How MVCC lets databases handle concurrent reads and writes without locking — version chains, snapshot isolation, vacuum, and performance implications.

Multi-Version Concurrency Control (MVCC)

MVCC is a concurrency control method where the database maintains multiple versions of each row, allowing readers to see a consistent snapshot without blocking writers, and writers to proceed without blocking readers.

What It Really Means

Without MVCC, databases face a fundamental conflict: readers and writers need access to the same data simultaneously. The simplest solution is locking — a writer locks the row, blocking all readers until the write completes. This works but destroys performance under concurrent workloads.

MVCC eliminates this conflict by keeping old versions of rows alongside new ones. When a transaction updates a row, the database does not overwrite the old version. Instead, it creates a new version. Concurrent readers continue seeing the old version (the one that was committed when their transaction started), while the writer works on the new version. Readers never block writers. Writers never block readers.

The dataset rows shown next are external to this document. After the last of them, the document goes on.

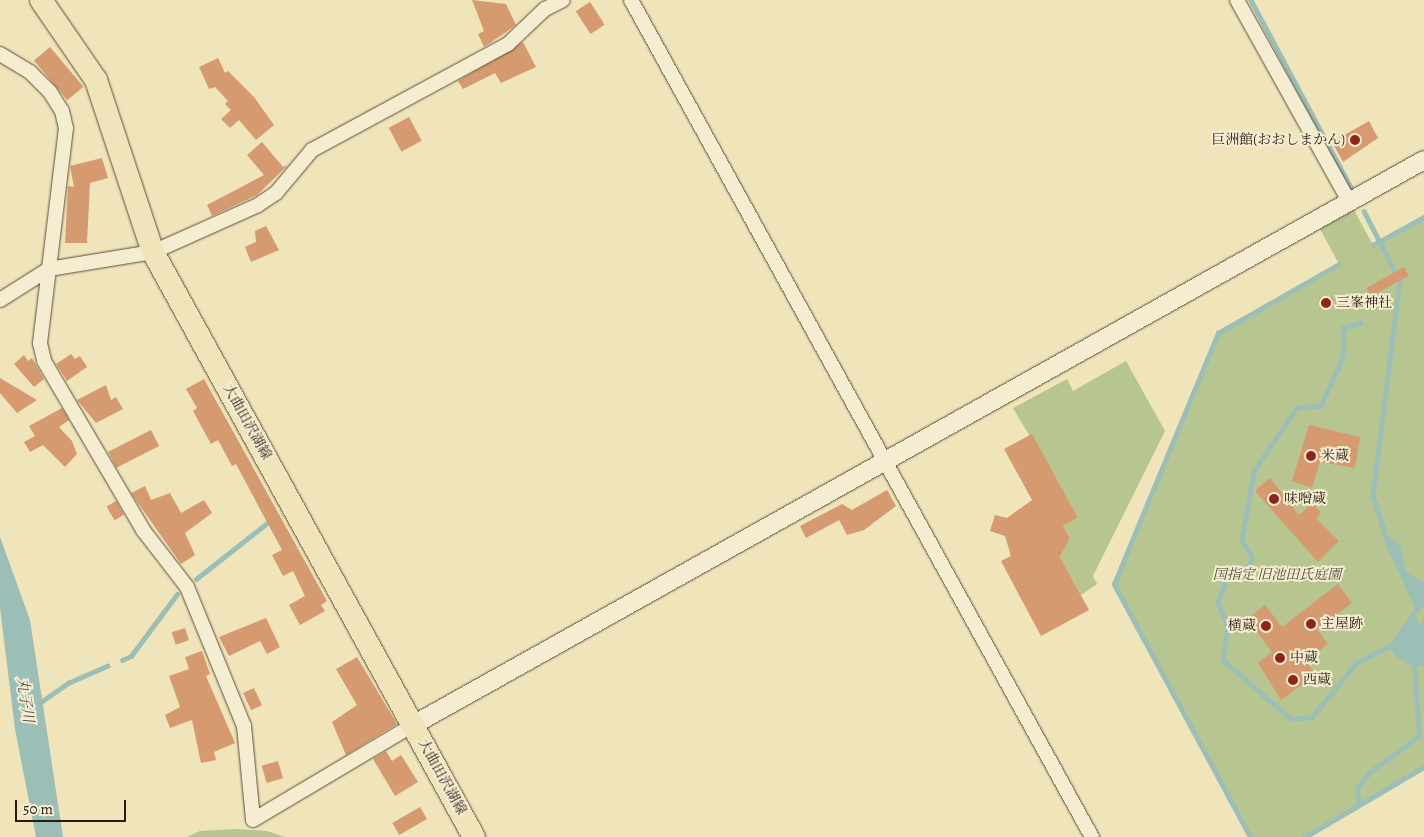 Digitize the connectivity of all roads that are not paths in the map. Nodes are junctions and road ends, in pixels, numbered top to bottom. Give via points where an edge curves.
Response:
1 (41, 0) edge
2 (563, 0) edge
3 (631, 0) edge
4 (1236, 0) edge
5 (0, 54) edge
6 (1424, 160) edge
7 (1349, 200) junction
8 (153, 252) junction
9 (50, 269) junction
10 (0, 300) edge
11 (887, 463) junction
12 (413, 725) junction
13 (474, 837) edge
14 (1092, 837) edge

1 - 8 main road, 大曲田沢湖線 via 96,80
2 - 8 street via 545,9 508,44 312,150 276,193 258,205
3 - 11 street
4 - 7 street
5 - 9 street via 30,72 62,111 66,128
6 - 7 street
7 - 11 street
8 - 9 street
8 - 12 main road, 大曲田沢湖線
9 - 10 street
9 - 12 street via 40,343 44,362 143,530 187,587 244,726 253,820
11 - 12 street
11 - 14 street
12 - 13 main road, 大曲田沢湖線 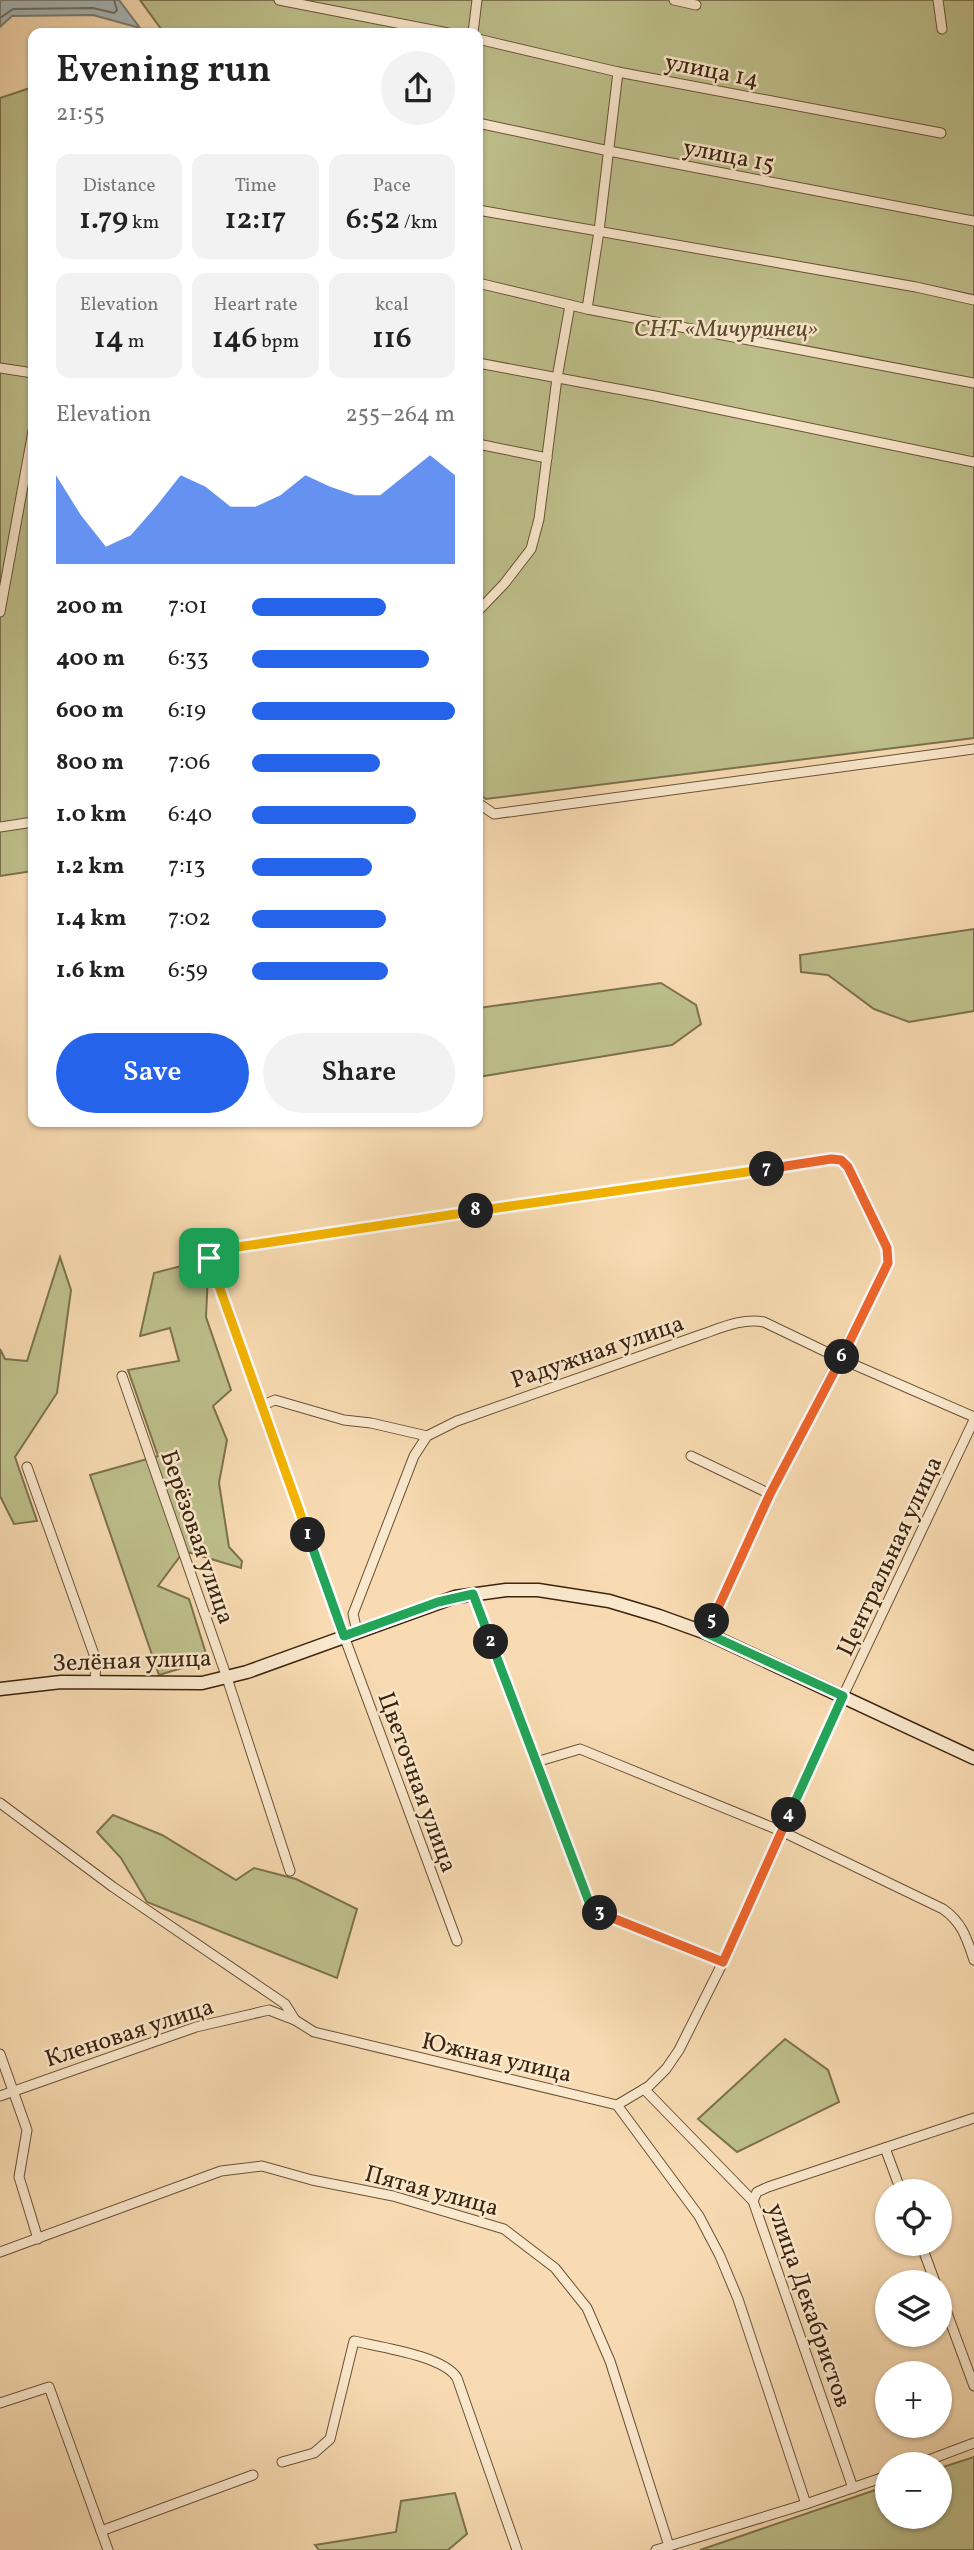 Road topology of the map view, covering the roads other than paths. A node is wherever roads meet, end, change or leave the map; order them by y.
1 (279, 0) edge
2 (477, 0) edge
3 (674, 0) edge
4 (938, 0) edge
5 (696, 5) dead end
6 (422, 28) edge
7 (474, 28) edge
8 (942, 29) dead end
9 (483, 40) edge
10 (618, 72) junction
11 (483, 124) edge
12 (941, 133) dead end
13 (608, 151) junction
14 (483, 211) edge
15 (974, 220) edge
16 (599, 231) junction
17 (483, 284) edge
18 (974, 300) edge
19 (570, 305) junction
20 (587, 309) junction
21 (483, 364) edge
22 (0, 368) edge
23 (28, 372) edge
24 (557, 378) junction
25 (974, 383) edge
26 (483, 445) edge
27 (28, 458) edge
28 (547, 458) junction
29 (974, 463) edge
30 (483, 606) edge
31 (0, 612) edge
32 (974, 749) edge
33 (483, 806) edge
34 (28, 823) edge
35 (0, 827) edge
36 (841, 1359) junction
37 (122, 1376) dead end
38 (263, 1405) junction
39 (974, 1419) edge
40 (427, 1436) junction
41 (691, 1456) dead end
42 (27, 1467) dead end
43 (770, 1494) junction
44 (473, 1594) junction
45 (357, 1631) junction
46 (706, 1633) junction
47 (344, 1636) junction
48 (227, 1678) junction
49 (95, 1682) junction
50 (0, 1689) edge
51 (843, 1696) junction
52 (974, 1758) edge
53 (536, 1762) junction
54 (0, 1803) edge
55 (781, 1831) junction
56 (290, 1871) dead end
57 (457, 1941) dead end
58 (974, 1960) edge
59 (723, 1962) junction
60 (295, 2020) junction
61 (0, 2054) edge
62 (644, 2089) junction
63 (13, 2091) junction
64 (0, 2096) edge
65 (617, 2105) junction
66 (974, 2118) edge
67 (885, 2148) junction
68 (897, 2179) edge
69 (752, 2201) junction
70 (38, 2239) junction
71 (0, 2252) edge
72 (952, 2326) edge
73 (974, 2386) edge
74 (0, 2403) edge
75 (974, 2443) edge
76 (950, 2452) edge
77 (282, 2462) dead end
78 (253, 2475) dead end
79 (875, 2480) edge
80 (853, 2488) junction
81 (806, 2504) junction
82 (101, 2531) junction
83 (669, 2546) junction
84 (108, 2550) edge
85 (517, 2550) edge
86 (656, 2550) edge

1 - 6 street
2 - 7 street
3 - 5 street
4 - 8 street
9 - 10 street, улица 14
10 - 12 street, улица 14
10 - 13 street
11 - 13 street, улица 15
13 - 15 street, улица 15
13 - 16 street
14 - 16 street
16 - 18 street
16 - 20 street
17 - 19 street
19 - 20 street
19 - 24 street
20 - 25 street
21 - 24 street
22 - 23 street
24 - 28 street
24 - 29 street
26 - 28 street
27 - 31 street
28 - 30 street
32 - 33 street
34 - 35 street
36 - 38 street, Цветочная улица
36 - 39 street, Радужная улица
36 - 40 street, Радужная улица
36 - 43 street
37 - 48 street, Берёзовая улица
38 - 40 street
38 - 47 street, Цветочная улица
39 - 51 street, Центральная улица
40 - 45 street
41 - 43 street
42 - 49 street
43 - 46 street
44 - 45 street, Зелёная улица
44 - 46 street, Зелёная улица
44 - 53 street
45 - 47 street, Зелёная улица
46 - 51 street, Зелёная улица
47 - 48 street, Зелёная улица
47 - 57 street, Цветочная улица
48 - 49 street, Зелёная улица
48 - 56 street, Берёзовая улица
49 - 50 street, Зелёная улица
51 - 52 street, Зелёная улица
51 - 55 street, Центральная улица
53 - 55 street
53 - 59 street
54 - 60 street, Южная улица
55 - 58 street
55 - 59 street, Центральная улица
59 - 62 street, Центральная улица
60 - 63 street, Кленовая улица
60 - 65 street, Южная улица
61 - 63 street
62 - 65 street, Центральная улица
62 - 69 street
63 - 64 street, Кленовая улица
63 - 70 street
65 - 81 street
66 - 67 street, улица Декабристов
67 - 68 street
67 - 69 street, улица Декабристов
69 - 80 street, улица Декабристов
70 - 71 street, Пятая улица
70 - 83 street, Пятая улица
72 - 73 street
74 - 82 street
75 - 76 street
77 - 85 street
78 - 82 street
79 - 80 street
80 - 81 street
81 - 83 street
82 - 84 street
83 - 86 street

PostgreSQL, MySQL InnoDB, Oracle, and SQL Server all implement MVCC, though each does it differently. PostgreSQL stores old versions in the same table (requiring VACUUM to clean up). MySQL InnoDB stores old versions in a separate undo log. Understanding these differences matters for performance tuning.

How It Works in Practice

PostgreSQL MVCC Example

Version Visibility Rules (PostgreSQL)

Each tuple has two hidden columns:

xmin: The transaction ID that created this version
xmax: The transaction ID that deleted/replaced this version (infinity if current)

A tuple is visible to transaction T if:

xmin is committed AND xmin was committed before T's snapshot
xmax is not set, OR xmax is not committed, OR xmax committed after T's snapshot

Snapshot Isolation

When a transaction begins (or when each statement executes, depending on isolation level), the database takes a snapshot — a record of which transactions are committed at that moment. The transaction only sees data from committed transactions in its snapshot.

Implementation

Understanding MVCC in PostgreSQL queries:

sql

VACUUM — cleaning up old versions:

sql

MySQL InnoDB vs PostgreSQL MVCC

Aspect	PostgreSQL	MySQL InnoDB
Old versions stored	In-place (heap tuple)	Undo log (separate)
Cleanup mechanism	VACUUM (external)	Purge thread (automatic)
Bloat risk	Yes (if VACUUM falls behind)	Lower (undo log is separate)
Read performance	May read dead tuples	Follows undo chain
Index handling	HOT updates avoid index bloat	Index points to latest version

Trade-offs

Benefits:

Readers never block writers (high concurrency)
Writers never block readers (consistent reads)
Snapshot isolation prevents most concurrency anomalies
No read locks needed (lower overhead than lock-based systems)

Costs:

Storage overhead from multiple versions (table bloat in PostgreSQL)
VACUUM overhead in PostgreSQL (CPU, I/O, potential table locks)
Long-running transactions prevent old versions from being cleaned up
Write conflicts still require resolution (serialization failures)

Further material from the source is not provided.